Below are some records; find each line that carries the word "dead" and copy it.

.....

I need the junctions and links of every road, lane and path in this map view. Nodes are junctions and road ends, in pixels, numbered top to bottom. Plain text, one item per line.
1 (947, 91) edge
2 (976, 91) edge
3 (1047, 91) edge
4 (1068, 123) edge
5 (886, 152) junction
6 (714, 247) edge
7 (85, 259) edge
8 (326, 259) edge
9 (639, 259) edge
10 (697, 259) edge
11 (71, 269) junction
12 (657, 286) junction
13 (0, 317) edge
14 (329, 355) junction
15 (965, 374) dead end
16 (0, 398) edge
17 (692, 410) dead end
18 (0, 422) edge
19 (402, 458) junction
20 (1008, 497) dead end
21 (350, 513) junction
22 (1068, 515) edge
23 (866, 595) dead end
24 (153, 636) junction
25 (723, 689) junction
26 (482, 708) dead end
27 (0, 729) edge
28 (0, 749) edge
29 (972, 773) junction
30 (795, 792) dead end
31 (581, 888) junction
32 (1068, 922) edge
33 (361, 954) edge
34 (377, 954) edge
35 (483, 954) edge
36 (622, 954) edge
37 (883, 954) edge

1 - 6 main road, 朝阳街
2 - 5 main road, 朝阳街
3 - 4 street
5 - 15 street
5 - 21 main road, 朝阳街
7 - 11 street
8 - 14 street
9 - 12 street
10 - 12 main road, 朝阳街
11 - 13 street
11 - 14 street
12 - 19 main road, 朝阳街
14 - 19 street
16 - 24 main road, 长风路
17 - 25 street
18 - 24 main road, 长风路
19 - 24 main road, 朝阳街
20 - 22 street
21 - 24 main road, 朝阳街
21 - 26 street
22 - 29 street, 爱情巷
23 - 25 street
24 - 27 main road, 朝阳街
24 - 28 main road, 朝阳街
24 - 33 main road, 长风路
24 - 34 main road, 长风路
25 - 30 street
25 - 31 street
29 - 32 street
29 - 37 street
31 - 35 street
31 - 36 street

.....

SOLUTION:
15 (965, 374) dead end
17 (692, 410) dead end
20 (1008, 497) dead end
23 (866, 595) dead end
26 (482, 708) dead end
30 (795, 792) dead end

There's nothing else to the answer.